数日前に露店からパンを盗もうとしたときに下手をうってしまった。
丁度通りかかった衛士に棒で首を打たれてから、ずっとズキズキと首の芯が響くのだ。
当たり所が悪かったのか、それ以降左腕もしびれて思うように動かせない。
それからは自分のグループの子供たちにも満足に食わせてやれていない。
「……何とか、しねえと」
「カーク兄ちゃん」
自分が面倒を見ている年下の子が数人、両手に丸いパンをもって駆け寄ってきた。
「兄ちゃんっ、パン持ってきたよ」
「バカっ! おめえらはそんなことすんじゃねえって言ったろ! 捕まったらどうすんだっ」
「ち、ちがうよ。これは貰ってきたんだよ。波止場の倉庫で今炊き出しやっててさ。おれたちみたいな奴らにパンやシチューを配ってたんだよ」
「……ほんとかそれ?」
「うん。カーク兄ちゃんにも早く伝えたくてさ。とりあえずパンだけもらってきたんだよ」
「うさんくせえ話だな、なんで俺たちみたいなんにそんなことすんだ。どうせろくでもねえこと企んでんだろ。もう行くんじゃねえぞ」
「――そんなことねえよ、カーク」
聞きなれた声だった。子供たちの背後にいたのは自分と同じ孤児のギルであった。
「ギル、か」
「久しぶりだな、カーク」
この町で一番大きい孤児グループのリーダーであるギルとは、餌場の奪い合いで幾度も争ったことがあった。
ただ互いに憎んでいるわけではない。自分たちがどうしようもないほどに追いつめられている立場であるからこそ譲れぬものがあったのだから。

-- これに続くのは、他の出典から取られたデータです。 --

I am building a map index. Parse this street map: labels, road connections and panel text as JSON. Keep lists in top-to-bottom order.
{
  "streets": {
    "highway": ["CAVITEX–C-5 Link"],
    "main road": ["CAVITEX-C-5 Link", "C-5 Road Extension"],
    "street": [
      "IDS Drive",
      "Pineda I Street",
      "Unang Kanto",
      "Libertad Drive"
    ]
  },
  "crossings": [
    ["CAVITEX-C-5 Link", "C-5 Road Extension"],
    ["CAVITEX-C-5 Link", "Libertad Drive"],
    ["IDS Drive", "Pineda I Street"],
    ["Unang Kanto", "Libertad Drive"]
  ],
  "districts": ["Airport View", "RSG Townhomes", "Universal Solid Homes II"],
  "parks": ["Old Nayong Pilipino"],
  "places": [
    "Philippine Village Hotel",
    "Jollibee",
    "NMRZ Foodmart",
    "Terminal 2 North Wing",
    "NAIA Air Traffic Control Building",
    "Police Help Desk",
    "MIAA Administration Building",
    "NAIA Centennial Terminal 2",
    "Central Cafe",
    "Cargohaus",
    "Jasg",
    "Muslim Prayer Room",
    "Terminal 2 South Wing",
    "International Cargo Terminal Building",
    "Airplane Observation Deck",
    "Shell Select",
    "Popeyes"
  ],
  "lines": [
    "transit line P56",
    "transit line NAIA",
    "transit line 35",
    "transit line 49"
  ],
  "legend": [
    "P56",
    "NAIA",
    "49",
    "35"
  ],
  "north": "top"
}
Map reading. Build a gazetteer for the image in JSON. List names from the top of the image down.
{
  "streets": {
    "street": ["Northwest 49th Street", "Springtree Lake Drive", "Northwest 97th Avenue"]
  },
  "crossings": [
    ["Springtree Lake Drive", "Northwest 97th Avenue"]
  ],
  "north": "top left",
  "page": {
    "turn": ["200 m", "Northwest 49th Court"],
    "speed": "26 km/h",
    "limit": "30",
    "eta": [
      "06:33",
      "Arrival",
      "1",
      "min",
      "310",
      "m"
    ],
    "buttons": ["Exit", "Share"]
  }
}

その証拠に、ギルたちのグループが見つけた廃倉庫。あそこに冬の間自分たちもいさせてくれたのだから。
「カーク、お前に話があってきた」
「構わねえよ。てめえには倉庫を間借りさせてくれた恩があるしな、おかげでこいつらが凍え死ななくてすんだ。ただ、な」
カークは力なく声を落とし、悲壮な笑みを浮かべた。
「お、俺は、もうダメだ」
カークは左腕を上げようとするが、腰にも届かぬところで震える腕をダラリと落とした。
「盗みでヘマしてから左腕が動かねえんだ、首もずっと痛くて、よ。もう何日も食ってねえから力も出ねえ」
「……そっか」
「てめえには恩があるしほんとはこんなこと頼める義理でもねえけどさ、こいつらのこと頼めねえかな?」
カークはそのまま膝をついてから、額を地面に叩きつけるように打ち付けた。
「頼むギルっ、もう俺じゃこいつらの面倒を見ることができねんだっ! おめえは俺のことが嫌いだろうけど、それでもこいつらを託せるのがお前しか俺には思いつかねぇ。だからどうか頼むっ!」
「カーク兄ちゃんっ!」「いやだ、カーク兄ちゃんも一緒じゃなきゃヤダァ!」「一緒に行こうよ、兄ちゃん」
「顔上げてくれよカーク、別に今まで一度だっておめえのこと嫌いだなんて思ったことねえよ、年下のガキども世話する苦労は分かるつもりだぜ」
「な、なら――」
カークが顔を上げる。するとギルの横にはいつの間にか黒い男が立っていた。
「――ああ。喜んで引き受けてやる。余に任せておけ、カークとやら」
「てめえっ! 俺たちのこと売りやがったのか!」
痛みを怒りで押し殺しカークは立ち上がる。腰から慌ててさび付いたナイフを抜き取った。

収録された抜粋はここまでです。